### What to do
The required output is every record, reproduced exactly.

### The input

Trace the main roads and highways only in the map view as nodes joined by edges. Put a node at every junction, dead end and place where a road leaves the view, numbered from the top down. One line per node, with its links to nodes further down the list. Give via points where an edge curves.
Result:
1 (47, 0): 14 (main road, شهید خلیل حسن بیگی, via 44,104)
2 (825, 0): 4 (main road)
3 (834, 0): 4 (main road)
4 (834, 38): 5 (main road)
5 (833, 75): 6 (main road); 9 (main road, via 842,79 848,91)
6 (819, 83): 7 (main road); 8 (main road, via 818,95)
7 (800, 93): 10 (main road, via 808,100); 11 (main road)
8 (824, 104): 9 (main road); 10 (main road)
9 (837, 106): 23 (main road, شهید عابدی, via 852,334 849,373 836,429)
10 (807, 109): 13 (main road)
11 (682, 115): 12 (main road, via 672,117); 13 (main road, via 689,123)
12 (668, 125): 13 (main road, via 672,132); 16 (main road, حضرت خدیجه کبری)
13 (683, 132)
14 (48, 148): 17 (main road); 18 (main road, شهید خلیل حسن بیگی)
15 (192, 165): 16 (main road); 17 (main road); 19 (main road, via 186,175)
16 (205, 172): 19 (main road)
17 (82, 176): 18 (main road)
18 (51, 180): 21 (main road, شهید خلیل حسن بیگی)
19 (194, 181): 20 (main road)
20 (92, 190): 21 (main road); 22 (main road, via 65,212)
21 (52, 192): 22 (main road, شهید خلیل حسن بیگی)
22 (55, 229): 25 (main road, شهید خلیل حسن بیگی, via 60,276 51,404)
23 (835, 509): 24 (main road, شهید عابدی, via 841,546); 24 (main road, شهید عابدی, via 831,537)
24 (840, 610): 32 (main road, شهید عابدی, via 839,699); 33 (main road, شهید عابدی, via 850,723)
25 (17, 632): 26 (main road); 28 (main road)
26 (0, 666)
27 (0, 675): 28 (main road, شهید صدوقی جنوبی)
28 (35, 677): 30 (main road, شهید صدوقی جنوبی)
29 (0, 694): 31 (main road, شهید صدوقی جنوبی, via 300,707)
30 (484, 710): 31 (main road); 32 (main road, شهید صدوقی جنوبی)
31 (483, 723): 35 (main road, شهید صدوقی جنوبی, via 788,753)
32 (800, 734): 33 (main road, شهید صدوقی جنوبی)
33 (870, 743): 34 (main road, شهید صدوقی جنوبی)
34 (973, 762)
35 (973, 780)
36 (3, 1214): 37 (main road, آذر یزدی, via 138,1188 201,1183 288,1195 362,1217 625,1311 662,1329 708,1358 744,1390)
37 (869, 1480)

### Response to this task
Trace the main roads and highways only in the map view as nodes joined by edges. Put a node at every junction, dead end and place where a road leaves the view, numbered from the top down. One line per node, with its links to nodes further down the list. Give via points where an edge curves.
Result:
1 (47, 0): 14 (main road, شهید خلیل حسن بیگی, via 44,104)
2 (825, 0): 4 (main road)
3 (834, 0): 4 (main road)
4 (834, 38): 5 (main road)
5 (833, 75): 6 (main road); 9 (main road, via 842,79 848,91)
6 (819, 83): 7 (main road); 8 (main road, via 818,95)
7 (800, 93): 10 (main road, via 808,100); 11 (main road)
8 (824, 104): 9 (main road); 10 (main road)
9 (837, 106): 23 (main road, شهید عابدی, via 852,334 849,373 836,429)
10 (807, 109): 13 (main road)
11 (682, 115): 12 (main road, via 672,117); 13 (main road, via 689,123)
12 (668, 125): 13 (main road, via 672,132); 16 (main road, حضرت خدیجه کبری)
13 (683, 132)
14 (48, 148): 17 (main road); 18 (main road, شهید خلیل حسن بیگی)
15 (192, 165): 16 (main road); 17 (main road); 19 (main road, via 186,175)
16 (205, 172): 19 (main road)
17 (82, 176): 18 (main road)
18 (51, 180): 21 (main road, شهید خلیل حسن بیگی)
19 (194, 181): 20 (main road)
20 (92, 190): 21 (main road); 22 (main road, via 65,212)
21 (52, 192): 22 (main road, شهید خلیل حسن بیگی)
22 (55, 229): 25 (main road, شهید خلیل حسن بیگی, via 60,276 51,404)
23 (835, 509): 24 (main road, شهید عابدی, via 841,546); 24 (main road, شهید عابدی, via 831,537)
24 (840, 610): 32 (main road, شهید عابدی, via 839,699); 33 (main road, شهید عابدی, via 850,723)
25 (17, 632): 26 (main road); 28 (main road)
26 (0, 666)
27 (0, 675): 28 (main road, شهید صدوقی جنوبی)
28 (35, 677): 30 (main road, شهید صدوقی جنوبی)
29 (0, 694): 31 (main road, شهید صدوقی جنوبی, via 300,707)
30 (484, 710): 31 (main road); 32 (main road, شهید صدوقی جنوبی)
31 (483, 723): 35 (main road, شهید صدوقی جنوبی, via 788,753)
32 (800, 734): 33 (main road, شهید صدوقی جنوبی)
33 (870, 743): 34 (main road, شهید صدوقی جنوبی)
34 (973, 762)
35 (973, 780)
36 (3, 1214): 37 (main road, آذر یزدی, via 138,1188 201,1183 288,1195 362,1217 625,1311 662,1329 708,1358 744,1390)
37 (869, 1480)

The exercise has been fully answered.